Required work -> Each line in the records that mentions the word "Martin" needs to be listed.

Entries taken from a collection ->
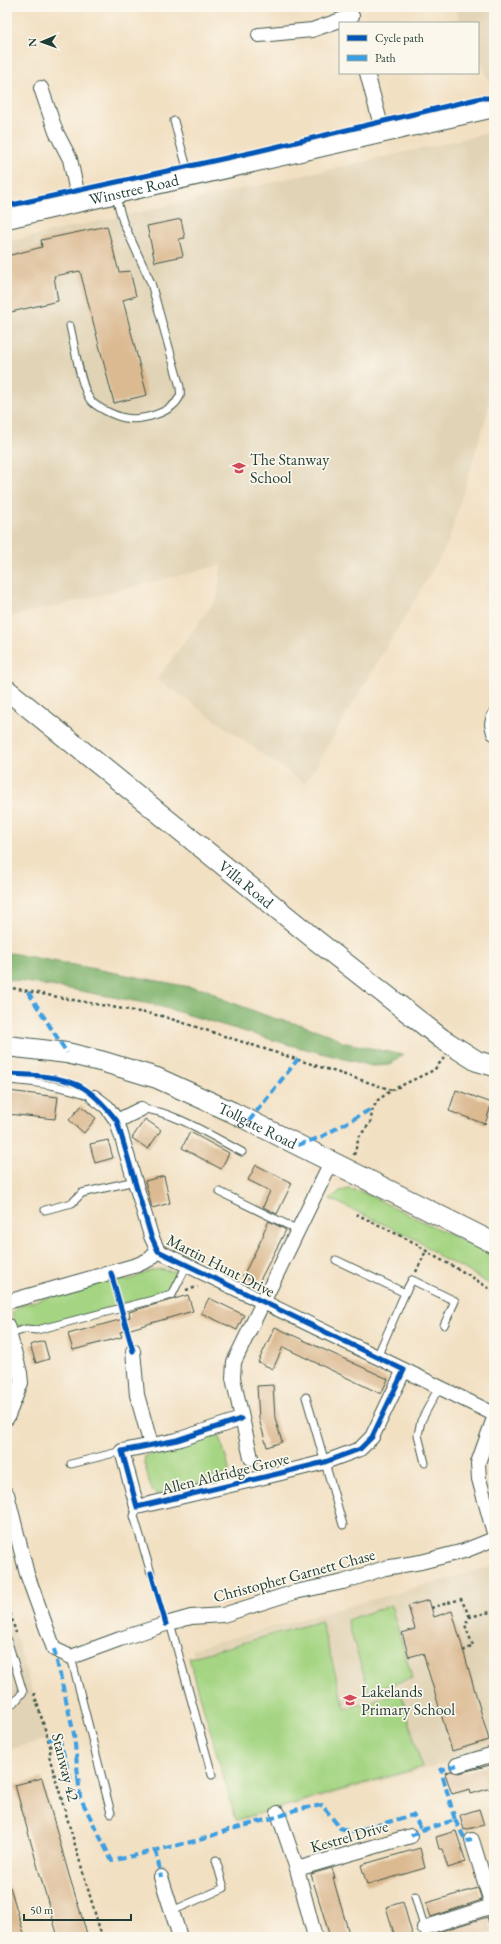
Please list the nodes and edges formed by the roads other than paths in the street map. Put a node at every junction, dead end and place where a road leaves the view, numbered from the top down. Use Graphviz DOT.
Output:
graph roads {
  1 [pos="351,15"];
  2 [pos="259,35"];
  3 [pos="367,74"];
  4 [pos="41,88"];
  5 [pos="494,107"];
  6 [pos="174,121"];
  7 [pos="383,133"];
  8 [pos="189,177"];
  9 [pos="115,194"];
  10 [pos="79,202"];
  11 [pos="7,218"];
  12 [pos="70,326"];
  13 [pos="7,690"];
  14 [pos="494,716"];
  15 [pos="494,733"];
  16 [pos="7,1046"];
  17 [pos="494,1066"];
  18 [pos="7,1080"];
  19 [pos="94,1097"];
  20 [pos="141,1109"];
  21 [pos="117,1121"];
  22 [pos="242,1152"];
  23 [pos="331,1162"];
  24 [pos="135,1181"];
  25 [pos="220,1192"];
  26 [pos="45,1210"];
  27 [pos="298,1230"];
  28 [pos="494,1243"];
  29 [pos="158,1251"];
  30 [pos="336,1260"];
  31 [pos="187,1265"];
  32 [pos="405,1293"];
  33 [pos="7,1302"];
  34 [pos="265,1302"];
  35 [pos="444,1325"];
  36 [pos="8,1330"];
  37 [pos="133,1351"];
  38 [pos="377,1357"];
  39 [pos="404,1370"];
  40 [pos="439,1388"];
  41 [pos="306,1397"];
  42 [pos="494,1414"];
  43 [pos="7,1418"];
  44 [pos="494,1418"];
  45 [pos="242,1419"];
  46 [pos="151,1445"];
  47 [pos="122,1451"];
  48 [pos="251,1458"];
  49 [pos="325,1462"];
  50 [pos="425,1463"];
  51 [pos="71,1464"];
  52 [pos="7,1494"];
  53 [pos="137,1507"];
  54 [pos="343,1525"];
  55 [pos="494,1533"];
  56 [pos="494,1539"];
  57 [pos="151,1573"];
  58 [pos="170,1623"];
  59 [pos="7,1639"];
  60 [pos="71,1657"];
  61 [pos="7,1706"];
  62 [pos="494,1754"];
  63 [pos="457,1765"];
  64 [pos="212,1775"];
  65 [pos="278,1813"];
  66 [pos="111,1814"];
  67 [pos="411,1836"];
  68 [pos="472,1840"];
  69 [pos="216,1860"];
  70 [pos="297,1869"];
  71 [pos="161,1877"];
  72 [pos="414,1896"];
  73 [pos="493,1909"];
  74 [pos="172,1910"];
  75 [pos="425,1933"];
  76 [pos="180,1937"];
  77 [pos="315,1937"];
  1 -- 2 [label="street"];
  3 -- 7 [label="street"];
  4 -- 10 [label="street"];
  5 -- 7 [label="street, Winstree Road"];
  6 -- 8 [label="lane"];
  7 -- 8 [label="street, Winstree Road"];
  8 -- 9 [label="street, Winstree Road"];
  9 -- 10 [label="street, Winstree Road"];
  9 -- 12 [label="lane"];
  10 -- 11 [label="street, Winstree Road"];
  13 -- 17 [label="street, Villa Road"];
  14 -- 15 [label="street"];
  16 -- 23 [label="street, Tollgate Road"];
  18 -- 19 [label="lane"];
  19 -- 21 [label="street, Martin Hunt Drive"];
  20 -- 21 [label="street"];
  20 -- 22 [label="lane"];
  21 -- 24 [label="street, Martin Hunt Drive"];
  23 -- 27 [label="street"];
  23 -- 28 [label="street, Tollgate Road"];
  24 -- 26 [label="lane"];
  24 -- 29 [label="street, Martin Hunt Drive"];
  25 -- 27 [label="lane"];
  27 -- 34 [label="street"];
  29 -- 31 [label="street, Martin Hunt Drive"];
  29 -- 33 [label="street"];
  30 -- 32 [label="lane"];
  31 -- 34 [label="street, Martin Hunt Drive"];
  31 -- 36 [label="lane"];
  32 -- 35 [label="lane"];
  32 -- 38 [label="lane"];
  34 -- 38 [label="street, Martin Hunt Drive"];
  34 -- 45 [label="street"];
  36 -- 43 [label="street"];
  37 -- 46 [label="street"];
  38 -- 39 [label="street, Martin Hunt Drive"];
  39 -- 40 [label="street, Martin Hunt Drive"];
  39 -- 49 [label="street, Allen Aldridge Grove"];
  40 -- 42 [label="street, Martin Hunt Drive"];
  40 -- 50 [label="lane"];
  41 -- 49 [label="lane"];
  44 -- 55 [label="street"];
  45 -- 46 [label="street"];
  45 -- 48 [label="street"];
  46 -- 47 [label="street"];
  47 -- 51 [label="lane"];
  47 -- 53 [label="street"];
  49 -- 53 [label="street, Allen Aldridge Grove"];
  49 -- 54 [label="lane"];
  52 -- 60 [label="street"];
  53 -- 57 [label="lane"];
  56 -- 58 [label="street, Christopher Garnett Chase"];
  58 -- 60 [label="street, Christopher Garnett Chase"];
  58 -- 64 [label="lane"];
  59 -- 61 [label="lane"];
  60 -- 66 [label="lane"];
  62 -- 63 [label="street"];
  65 -- 70 [label="street"];
  67 -- 70 [label="street, Kestrel Drive"];
  68 -- 73 [label="street"];
  69 -- 74 [label="lane"];
  70 -- 77 [label="street"];
  71 -- 74 [label="street"];
  72 -- 75 [label="lane"];
  73 -- 75 [label="street"];
  74 -- 76 [label="street"];
}
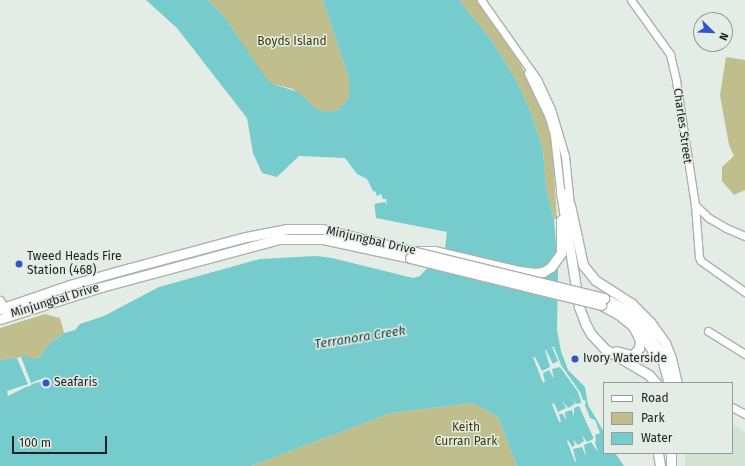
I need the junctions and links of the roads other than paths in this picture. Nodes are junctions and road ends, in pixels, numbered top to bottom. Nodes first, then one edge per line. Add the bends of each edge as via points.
1 (481, 0) edge
2 (631, 0) edge
3 (521, 58) junction
4 (561, 192) junction
5 (570, 205) junction
6 (695, 205) junction
7 (561, 220) joint
8 (745, 236) edge
9 (411, 254) junction
10 (745, 292) edge
11 (602, 302) junction
12 (2, 310) edge
13 (633, 326) junction
14 (708, 331) dead end
15 (745, 354) edge
16 (675, 370) junction
17 (655, 382) edge
18 (663, 382) edge
19 (669, 382) edge
20 (677, 382) edge
21 (681, 382) edge
22 (733, 408) edge
23 (745, 414) edge
24 (658, 454) edge
25 (669, 454) edge
26 (661, 466) edge
27 (671, 466) edge

1 - 3 street
2 - 6 street, Charles Street via 670,54
3 - 4 street via 554,135
3 - 5 street via 537,79 557,123 565,156
4 - 7 street
4 - 17 main road via 579,307 586,325 605,349 649,375
5 - 13 main road via 579,280 587,318 600,339 625,355 634,354 640,345
5 - 16 main road via 580,256 586,269 599,283 631,304 650,322 665,343
6 - 8 street via 709,218
6 - 10 street, Charles Street via 701,261
7 - 9 main road, bridge via 560,253 551,267 543,272 527,273 434,251
9 - 11 main road, Minjungbal Drive, bridge
9 - 12 main road, Minjungbal Drive via 322,229 271,231 73,284
11 - 13 main road
11 - 19 main road via 629,312 639,320 660,352
13 - 18 main road via 650,346
14 - 15 street
16 - 20 main road
16 - 21 main road
22 - 23 street
24 - 26 main road
25 - 26 main road
25 - 27 main road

Solution below ->
  19 -- 21 [label="street, Martin Hunt Drive"];
  21 -- 24 [label="street, Martin Hunt Drive"];
  24 -- 29 [label="street, Martin Hunt Drive"];
  29 -- 31 [label="street, Martin Hunt Drive"];
  31 -- 34 [label="street, Martin Hunt Drive"];
  34 -- 38 [label="street, Martin Hunt Drive"];
  38 -- 39 [label="street, Martin Hunt Drive"];
  39 -- 40 [label="street, Martin Hunt Drive"];
  40 -- 42 [label="street, Martin Hunt Drive"];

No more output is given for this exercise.